[Prevention of cell death in LNCaP cells by overexpression of clusterin].

OBJECTIVE

To evaluate the effect of clusterin with and without leader sequence on overexpression preventing apoptosis in human prostate LNCaP cells.

METHODS

The plasmid pIRES2-EGFP was used to generate the clusterin expression constructs with full-length or without the leader sequence (designated as pIRES2-EGFP/cluac, pIRES2-EGFP/clubc, respectively). Western blot analysis was employed to compare clusterin expression levels in the lysis and supernatant fluid of clusterin transfected LNCaP cells in vitro. The distribution of different functional domains of clusterin in cells was detected with Immunocytochemical staining. The clusterin's protective role of Na2SeO3-induced apoptosis in LNCaP cells was examined by flow cytometry (FCM) and fluorescence microscope.

RESULTS

Clusterin expression was detected in the lysis and supernatant fluid of pIRES2-EGFP/cluac transfected LNCaP cells, while clusterin was found only in lysis liquid of pIRES2-EGFP/clubc transfected LNCaP cells, but not found in their supernatant fluid.
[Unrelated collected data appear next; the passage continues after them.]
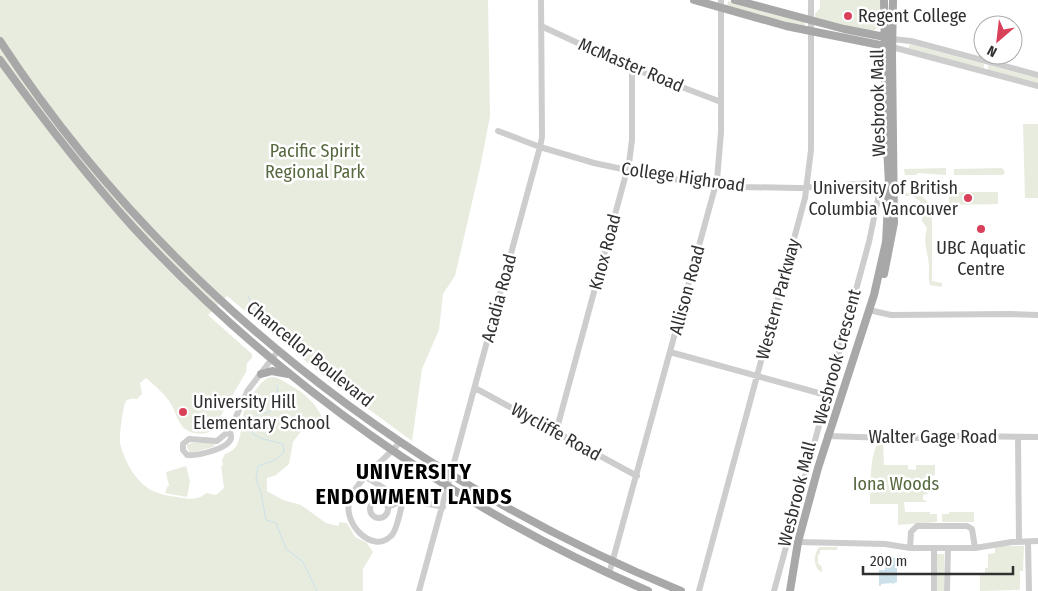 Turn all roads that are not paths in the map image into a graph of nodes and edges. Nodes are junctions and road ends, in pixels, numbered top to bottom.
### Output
1 (541, 0) edge
2 (694, 0) edge
3 (735, 0) edge
4 (812, 0) edge
5 (884, 0) edge
6 (893, 0) edge
7 (721, 4) edge
8 (811, 20) junction
9 (542, 26) junction
10 (811, 31) junction
11 (0, 41) edge
12 (889, 42) junction
13 (0, 60) edge
14 (632, 68) junction
15 (1038, 75) edge
16 (1038, 86) edge
17 (720, 102) junction
18 (498, 131) dead end
19 (540, 147) junction
20 (627, 171) junction
21 (873, 183) joint
22 (716, 184) junction
23 (807, 188) junction
24 (871, 310) junction
25 (1038, 315) edge
26 (278, 351) junction
27 (670, 352) junction
28 (272, 359) junction
29 (261, 374) junction
30 (291, 374) junction
31 (757, 376) junction
32 (475, 388) junction
33 (826, 395) junction
34 (230, 430) junction
35 (556, 432) junction
36 (827, 436) junction
37 (1018, 437) junction
38 (1038, 437) edge
39 (217, 441) junction
40 (400, 442) junction
41 (220, 448) junction
42 (393, 450) junction
43 (407, 460) junction
44 (451, 475) junction
45 (637, 476) junction
46 (366, 477) junction
47 (448, 488) junction
48 (403, 500) junction
49 (442, 507) junction
50 (388, 508) dead end
51 (798, 542) junction
52 (1019, 542) junction
53 (1028, 542) junction
54 (1038, 542) edge
55 (910, 548) junction
56 (934, 548) junction
57 (948, 548) junction
58 (975, 548) junction
59 (613, 563) junction
60 (610, 574) junction
61 (419, 591) edge
62 (648, 591) edge
63 (681, 591) edge
64 (699, 591) edge
65 (774, 591) edge
66 (790, 591) edge
67 (934, 591) edge
68 (947, 591) edge
69 (1029, 591) edge

1 - 9 street, Acadia Road
2 - 7 main road
3 - 8 main road
4 - 8 street, Western Parkway
5 - 12 main road, Wesbrook Mall
6 - 12 main road, Wesbrook Mall
7 - 10 main road
7 - 17 street, Allison Road
8 - 10 street, Western Parkway
8 - 12 main road
9 - 14 street, McMaster Road
9 - 19 street, Acadia Road
10 - 12 main road
10 - 23 street, Western Parkway
11 - 26 main road, Chancellor Boulevard
12 - 15 street
12 - 16 street
12 - 24 main road, Wesbrook Mall
13 - 28 main road, Chancellor Boulevard
14 - 17 street, McMaster Road
14 - 20 street, Knox Road
17 - 22 street, Allison Road
18 - 19 street, College Highroad
19 - 20 street, College Highroad
19 - 32 street, Acadia Road
20 - 22 street, College Highroad
20 - 35 street, Knox Road
21 - 23 street, College Highroad
21 - 33 street, Wesbrook Crescent
22 - 23 street, College Highroad
22 - 27 street, Allison Road
23 - 31 street, Western Parkway
24 - 25 street
24 - 36 main road, Wesbrook Mall
26 - 28 street
26 - 40 main road, Chancellor Boulevard
27 - 31 street
27 - 45 street, Allison Road
28 - 29 street
28 - 30 main road, Chancellor Boulevard
29 - 30 main road
29 - 34 street
30 - 42 main road, Chancellor Boulevard
31 - 33 street
31 - 64 street, Western Parkway
32 - 35 street, Wycliffe Road
32 - 44 street, Acadia Road
33 - 65 street, Wesbrook Crescent
34 - 39 street
34 - 41 street
35 - 45 street, Wycliffe Road
36 - 37 street, Walter Gage Road
36 - 51 main road, Wesbrook Mall
37 - 38 street, Walter Gage Road
37 - 52 street
39 - 41 street
39 - 41 street
40 - 42 street
40 - 44 main road, Chancellor Boulevard
42 - 43 main road, Chancellor Boulevard
42 - 46 street
43 - 44 main road
43 - 47 main road, Chancellor Boulevard
44 - 47 street, Acadia Road
44 - 59 main road, Chancellor Boulevard
45 - 59 street, Allison Road
46 - 48 street
46 - 48 street
47 - 49 street, Acadia Road
47 - 60 main road, Chancellor Boulevard
48 - 49 street
48 - 50 street
49 - 61 street, Acadia Road
51 - 55 street
51 - 66 main road, Wesbrook Mall
52 - 53 street
52 - 58 street
53 - 54 street
53 - 69 street
55 - 56 street
55 - 58 street
56 - 57 street
56 - 67 street
57 - 58 street
57 - 68 street
59 - 60 street, Allison Road
59 - 63 main road, Chancellor Boulevard
60 - 62 main road, Chancellor Boulevard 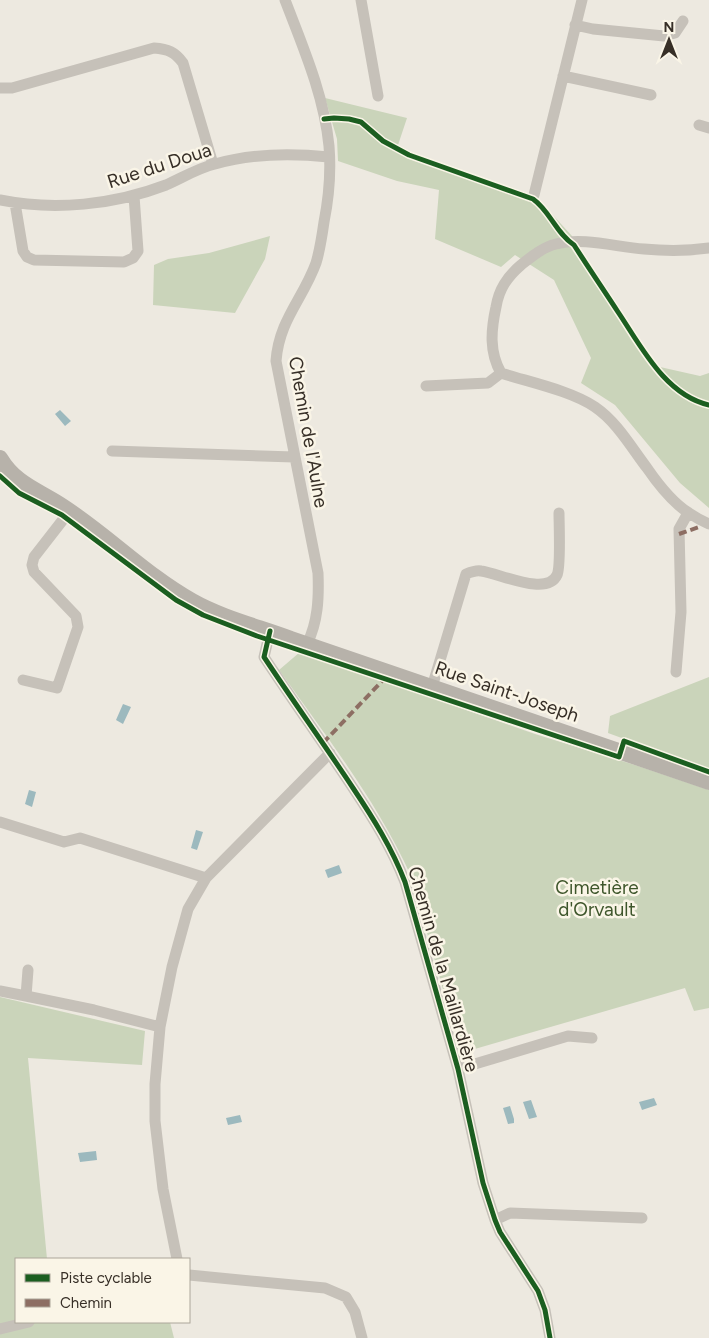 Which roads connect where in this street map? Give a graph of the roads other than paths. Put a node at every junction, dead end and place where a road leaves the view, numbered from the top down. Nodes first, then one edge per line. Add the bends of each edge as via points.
1 (285, 0) edge
2 (361, 0) edge
3 (582, 0) edge
4 (683, 21) dead end
5 (575, 25) junction
6 (563, 76) junction
7 (0, 88) edge
8 (651, 95) dead end
9 (378, 96) dead end
10 (329, 157) junction
11 (214, 164) junction
12 (534, 194) dead end
13 (134, 196) junction
14 (0, 200) edge
15 (15, 203) junction
16 (709, 248) edge
17 (502, 373) junction
18 (426, 386) dead end
19 (112, 451) dead end
20 (294, 457) junction
21 (0, 460) edge
22 (69, 512) junction
23 (559, 513) dead end
24 (688, 513) junction
25 (709, 524) edge
26 (270, 631) junction
27 (299, 641) junction
28 (676, 672) dead end
29 (23, 680) dead end
30 (432, 687) junction
31 (330, 753) junction
32 (709, 782) edge
33 (0, 822) edge
34 (206, 878) junction
35 (28, 970) dead end
36 (0, 991) edge
37 (26, 996) junction
38 (160, 1027) junction
39 (592, 1038) dead end
40 (458, 1069) junction
41 (642, 1218) dead end
42 (495, 1220) junction
43 (177, 1258) edge
44 (190, 1275) edge
45 (25, 1323) edge
46 (0, 1329) edge
47 (362, 1338) edge
48 (550, 1338) edge

1 - 10 street, Chemin de l'Aulne via 321,104
2 - 9 street
3 - 5 street
4 - 5 street via 675,33 664,36
5 - 6 street
6 - 8 street
6 - 12 street
7 - 11 street via 12,88 154,48 166,49 177,54 184,63
10 - 11 street, Rue du Doua via 281,154
10 - 20 street, Chemin de l'Aulne via 327,204 318,254 277,345 279,381
11 - 13 street, Rue du Doua
13 - 15 street, Rue du Doua via 76,204
13 - 15 street via 138,250 133,258 124,262 34,260 27,257
14 - 15 street, Rue du Doua
16 - 17 street via 645,250 570,242 540,250 509,275 498,295 491,343 495,362
17 - 18 street via 488,383
17 - 24 street via 580,398 596,407 623,435 668,494
19 - 20 street
20 - 27 street, Chemin de l'Aulne via 318,573 319,596 315,620
21 - 22 main road, Rue Saint-Joseph via 21,482
22 - 26 main road, Rue Saint-Joseph via 192,601
22 - 29 street via 34,557 32,565 34,572 76,616 78,627 57,688
23 - 30 street via 558,574 552,583 527,583 480,571 466,574
24 - 25 street
24 - 28 street via 679,529 681,612
26 - 27 main road, Rue Saint-Joseph
26 - 31 street, Chemin de la Maillardière via 264,657
27 - 30 main road, Rue Saint-Joseph
30 - 32 main road, Rue Saint-Joseph
31 - 34 street
31 - 40 street, Chemin de la Maillardière via 396,857
33 - 34 street via 64,842 80,838
34 - 38 street via 188,909
35 - 37 street
36 - 37 street
37 - 38 street
38 - 43 street via 155,1121 163,1189
39 - 40 street via 568,1036
40 - 42 street, Chemin de la Maillardière via 483,1183
41 - 42 street via 510,1213
42 - 48 street, Chemin de la Maillardière via 538,1291
44 - 47 street via 325,1288 346,1297
45 - 46 street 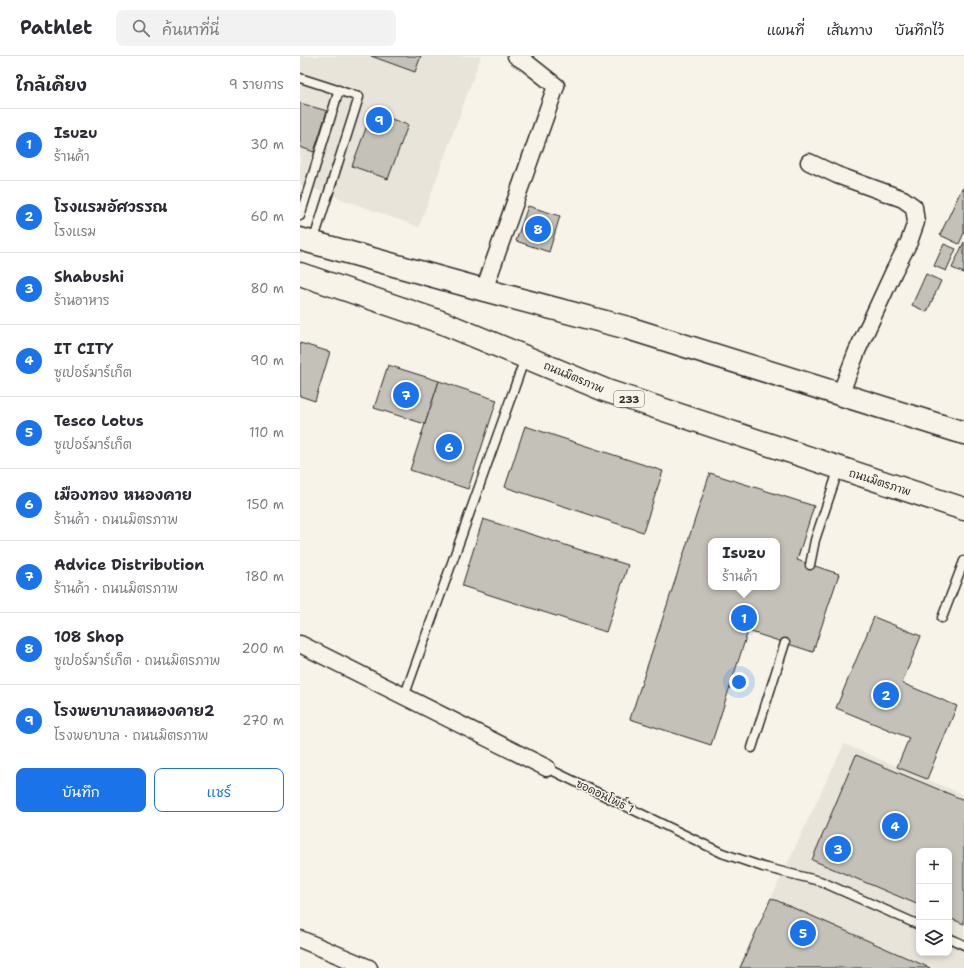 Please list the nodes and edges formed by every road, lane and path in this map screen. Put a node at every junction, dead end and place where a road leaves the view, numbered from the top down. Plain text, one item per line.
1 (516, 56) edge
2 (300, 78) edge
3 (339, 90) junction
4 (809, 162) dead end
5 (300, 216) edge
6 (306, 241) edge
7 (301, 277) edge
8 (484, 290) junction
9 (526, 357) junction
10 (840, 395) junction
11 (964, 433) edge
12 (838, 468) junction
13 (964, 509) edge
14 (964, 561) edge
15 (810, 565) dead end
16 (942, 618) dead end
17 (785, 643) dead end
18 (300, 644) edge
19 (404, 697) junction
20 (752, 748) dead end
21 (547, 768) joint
22 (916, 924) edge
23 (300, 939) edge
24 (952, 939) edge
25 (964, 945) edge
26 (369, 968) edge

1 - 8 street
2 - 3 lane
3 - 5 lane
3 - 6 lane
4 - 10 street
6 - 7 main road
6 - 8 main road
7 - 9 main road, ถนนมิตรภาพ / 233
8 - 10 main road
9 - 12 main road, ถนนมิตรภาพ / 233
9 - 19 lane
10 - 11 main road
12 - 13 main road, ถนนมิตรภาพ / 233
12 - 15 lane
14 - 16 lane
17 - 20 lane
18 - 19 street, ซอดอนโพธิ์ 1
19 - 21 street, ซอดอนโพธิ์ 1
21 - 22 lane, ซอดอนโพธิ์ 1
23 - 26 street
24 - 25 lane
The distribution of cluserin in the plasm of pIRES2-EGFP/cluac transfected cells was aggregative, and on the other hand, clusterin distributed dispersedly in pIRES2-EGFP/clubc transfected cells. Its anti-apoptotic property in LNCaP cells was proved by FCM and fluorescence microscope.

CONCLUSION

It is apparent that clusterin plays an important role in preventing apoptosis in prostate cancer, and the presence of the leader sequence is necessary for clusterin's anti-apoptotic function.